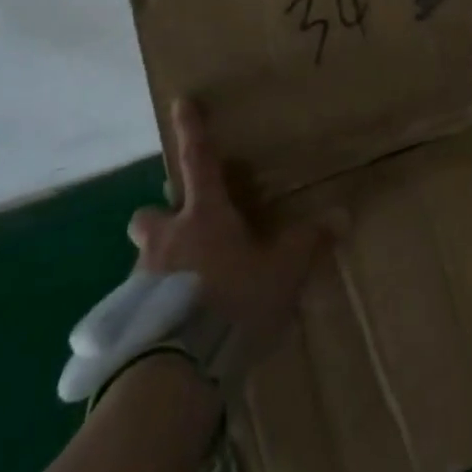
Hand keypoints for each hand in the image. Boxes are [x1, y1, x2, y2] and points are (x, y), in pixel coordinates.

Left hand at [128, 98, 329, 380]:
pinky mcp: (128, 317)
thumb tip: (343, 215)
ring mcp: (141, 278)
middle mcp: (166, 239)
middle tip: (180, 227)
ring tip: (187, 287)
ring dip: (162, 262)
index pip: (198, 161)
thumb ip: (309, 242)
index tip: (180, 102)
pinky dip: (157, 303)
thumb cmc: (233, 302)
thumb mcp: (282, 272)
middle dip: (160, 215)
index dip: (192, 130)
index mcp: (204, 217)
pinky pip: (141, 299)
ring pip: (146, 256)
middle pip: (149, 215)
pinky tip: (176, 324)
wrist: (176, 369)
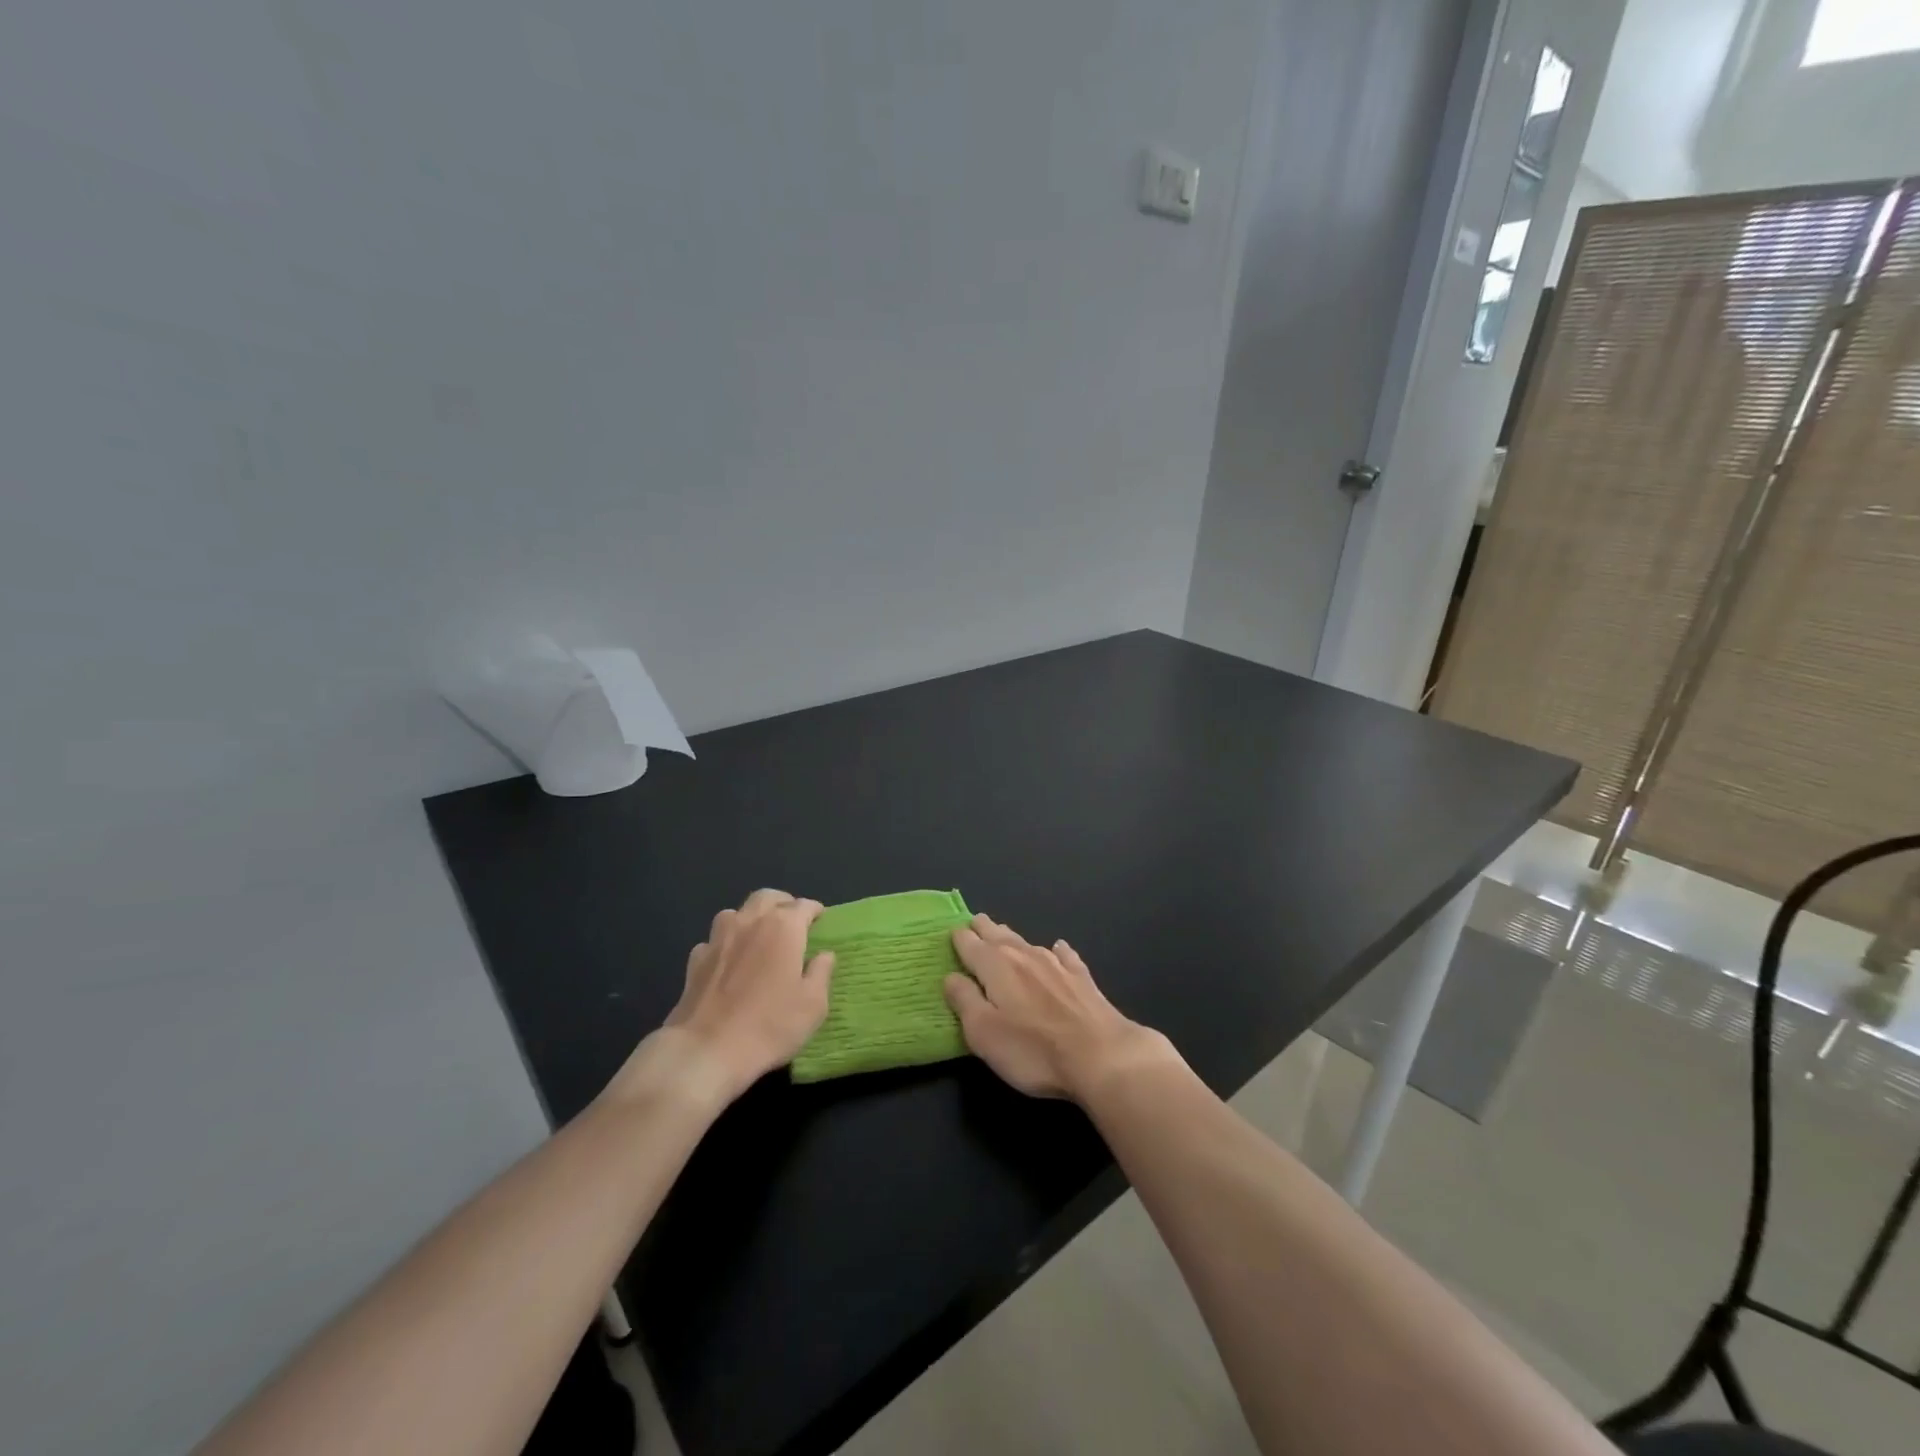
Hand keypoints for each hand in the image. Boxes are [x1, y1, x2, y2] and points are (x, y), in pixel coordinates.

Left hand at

REQUIRED ACTION: Write out exactly, and only, the lines running from the line with "thumb ip: (309, 242)" to the last line above, both included, with all pictures omitted.

OUTPUT:
thumb ip: (309, 242)
index tip: (180, 102)
pinky dip: (157, 303)
thumb cmc: (233, 302)
thumb mcp: (282, 272)
middle dip: (160, 215)
index dip: (192, 130)
index mcp: (204, 217)
pinky pip: (141, 299)
ring pip: (146, 256)
middle pip: (149, 215)
pinky tip: (176, 324)
wrist: (176, 369)
Hand keypoints for each hand in the image. Boxes are [x1, y1, x2, y2] and points are (x, y), in pixel coordinates.

Left hand at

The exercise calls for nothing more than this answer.